The statement calls for immigration rules "predicated on family values" that keep family members together.

Rachel Tiven, executive director of Immigration Equality, said her organization is hoping Gutierrez' strong commitment to means he would include an LGBT provision in his bill.

Specifically, Tiven is looking for a provision allowing gay Americans to sponsor their foreign partners for residency in the United States. Such a measure would be similar to the Uniting American Families Act, a standalone bill pending in Congress.

"We are really, really encouraged by Congressman Gutierrez' principles that came out this week that emphasize that all families need protection and that comprehensive immigration reform is a package that will provide security and safety for all families," she said.

Rep. Jerrold Nadler (D-N.Y.), who introduced a standalone version of UAFA in the House, has been talking to Gutierrez about the importance of LGBT inclusion in immigration reform, according to his office.

Ilan Kayatsky, a Nadler spokesperson, said the lawmaker has been speaking with Gutierrez as well as other lawmakers involved in crafting immigration reform legislation.

"It is clear that no comprehensive immigration reform would truly be comprehensive if LGBT families are excluded," Kayatsky said. "We will continue to do everything possible to pass UAFA and bring justice to bi-national same-sex couples."

Tiven said Immigration Equality also is encouraging Gutierrez to ensure his bill includes LGBT families.

"I can tell you for certain that he has heard from constituents in his own district who have been clear that this affects their families and that care about this a great deal," she said.

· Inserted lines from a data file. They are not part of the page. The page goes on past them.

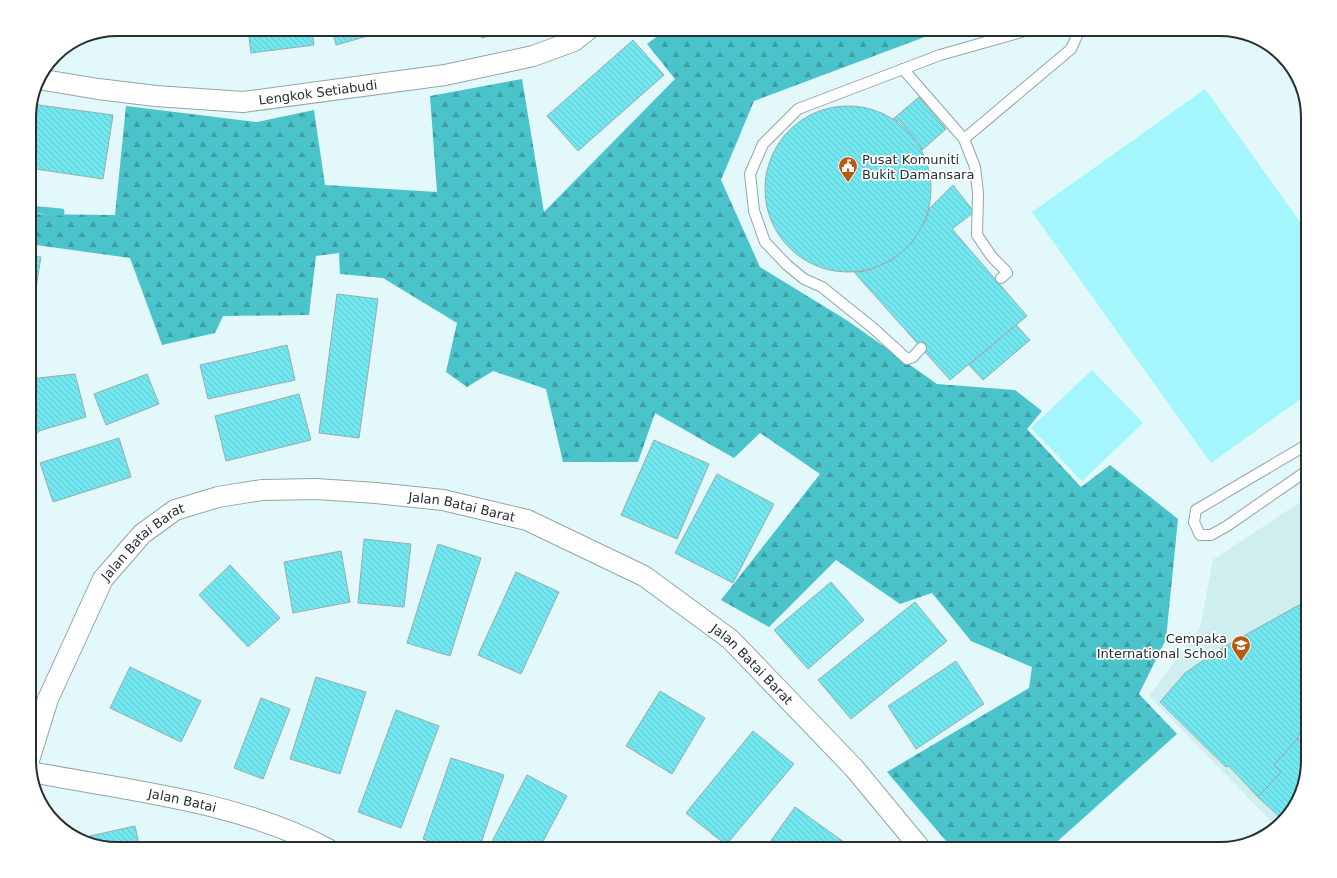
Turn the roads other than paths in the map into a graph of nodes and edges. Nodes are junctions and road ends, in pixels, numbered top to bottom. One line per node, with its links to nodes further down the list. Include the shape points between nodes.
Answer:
1 (580, 36): 5 (street, Lengkok Setiabudi, via 574,41 526,58 445,75 243,102 98,90)
2 (1007, 36): 4 (lane, via 940,55)
3 (1077, 36): 6 (lane, via 1071,49)
4 (903, 69): 6 (lane); 8 (lane, via 798,109 762,144 750,174 754,211 765,242 787,266 804,279 822,287 873,328 906,359 913,357)
5 (45, 80)
6 (964, 139): 7 (lane, via 976,167 977,235 992,257 1006,271)
7 (1001, 278)
8 (921, 348)
9 (1301, 448): 10 (lane, via 1196,510 1194,522 1200,535 1211,536 1228,526)
10 (1301, 475)
11 (36, 738): 14 (street, Jalan Batai Barat, via 48,699 103,579 142,534 176,510 218,497 262,490 316,489 443,500 526,520 644,576 730,639 854,768)
12 (37, 773): 13 (street, Jalan Batai, via 228,810)
13 (314, 842)
14 (915, 842)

Rebecca Dreilinger, spokesperson for Gutierrez, noted in an e-mail that the lawmaker is an original co-sponsor for UAFA, and said he "continues [to] evalutate, along with civil rights and other immigration activists, how to best reach this goal as the immigration debate moves forward."

Dreilinger said Gutierrez is planning to introduce his bill after Thanksgiving. Also expected to produce immigration reform legislation in the House is Rep. Zoe Lofgren (D-Calif.), chair of a House Judiciary subcommittee that oversees immigration rules. Sen. Chuck Schumer (D-N.Y.) has said he's working on similar legislation in the Senate. Activists also are seeking inclusion for bi-national same-sex couples in these bills.

Tiven said she doesn't know which of the three pieces of comprehensive reform legislation would debut first.

President Obama, who has spoken favorably about the changes that UAFA would enact, has said his administration would pursue immigration reform this year but no action on legislation is expected before 2010, according to the New York Times.